Now we get down to the citizen. To date you could argue we’ve been trying to run a communist sort of data state. A technology oriented government that knows what’s best for the citizens; assisted in part by large business intelligence tools that only satisfy in part the need to be free and in control of your own data destiny. If it’s too centralized or too much up to a small group what data gets made available then we’re not quite a democracy. Data of the people, by the people…okay so we’ve got data marts still built by the technocrats but let their specifications be locally controlled. And whenever a citizen wants to know where a particular column came from, there’s data lineage to take them all the way back to the source. There’s regular data quality checks and reports so they can be confident in what they’re using.

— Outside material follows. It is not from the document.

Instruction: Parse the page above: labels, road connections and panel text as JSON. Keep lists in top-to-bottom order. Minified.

Complete transparency. The ultimate test is whether or not the business analyst feels empowered to do their job, unfettered.
Start with individual liberties. What will our new system secure and hold sacred for the end data consumer?

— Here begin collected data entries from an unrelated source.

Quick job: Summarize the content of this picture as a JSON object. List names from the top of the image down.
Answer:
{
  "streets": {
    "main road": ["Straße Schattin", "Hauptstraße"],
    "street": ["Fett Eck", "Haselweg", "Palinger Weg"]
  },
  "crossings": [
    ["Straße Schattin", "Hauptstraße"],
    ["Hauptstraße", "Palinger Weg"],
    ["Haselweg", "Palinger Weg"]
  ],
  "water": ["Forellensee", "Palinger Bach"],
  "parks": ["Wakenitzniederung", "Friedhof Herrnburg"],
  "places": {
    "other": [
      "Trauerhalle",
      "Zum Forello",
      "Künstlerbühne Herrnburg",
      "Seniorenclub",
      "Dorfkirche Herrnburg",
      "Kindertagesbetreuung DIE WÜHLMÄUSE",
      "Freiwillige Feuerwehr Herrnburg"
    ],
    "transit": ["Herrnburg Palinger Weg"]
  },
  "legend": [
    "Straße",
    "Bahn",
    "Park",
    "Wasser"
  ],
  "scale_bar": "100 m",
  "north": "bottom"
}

There should be a congress elected by the people. Maybe we call it a Data Governance Council to be buzzy. They decide the federal laws if and only if the people say they need one. ‘We need an enterprise definition and transformation for revenue per customer’. The council legislates it, the technocrats enforce it, the citizens see it in their marts. Marketing wants a different definition of revenue per customer. No problem, marketing gets their definition in their mart as well as being able to see and use the enterprise-sanctioned definition; local control, national unity.
I had a boss once say to me “This ain’t no democracy” in reference to some edict he wanted carried out. Fine. But if it ain’t no data democracy then it probably isn’t a place where [data] science and freedom of insight exploration can be had. Worse, it might be a place where regulatory violations go unnoticed until it’s too late and very costly.
Making it happen requires drawing on the best examples from a democratic government. Start with individual liberties. What will our new system secure and hold sacred for the end data consumer? Reliability, choice, traceability, transparency, quality? Build from the basic rights. Then build in mechanisms for everyone to have a voice in how their data is governed. Then build in mechanisms for how they can and must participate to assure their rights are protected. No free rides. Citizens have a responsibility to vote, pay taxes, support those they’ve put in charge. A tax might be that the citizen has to learn a few SQL commands to secure their freedom from unknown transformations and summarizations happening in a dark room at the hands of a detached report developer.
Data democratization is definitely a great buzzword because hearing it makes me think it’s something I need to do without knowing anything about it. But I think I know what I would like it to be and can be and it’s probably something we all need to do now. Vive la révolution!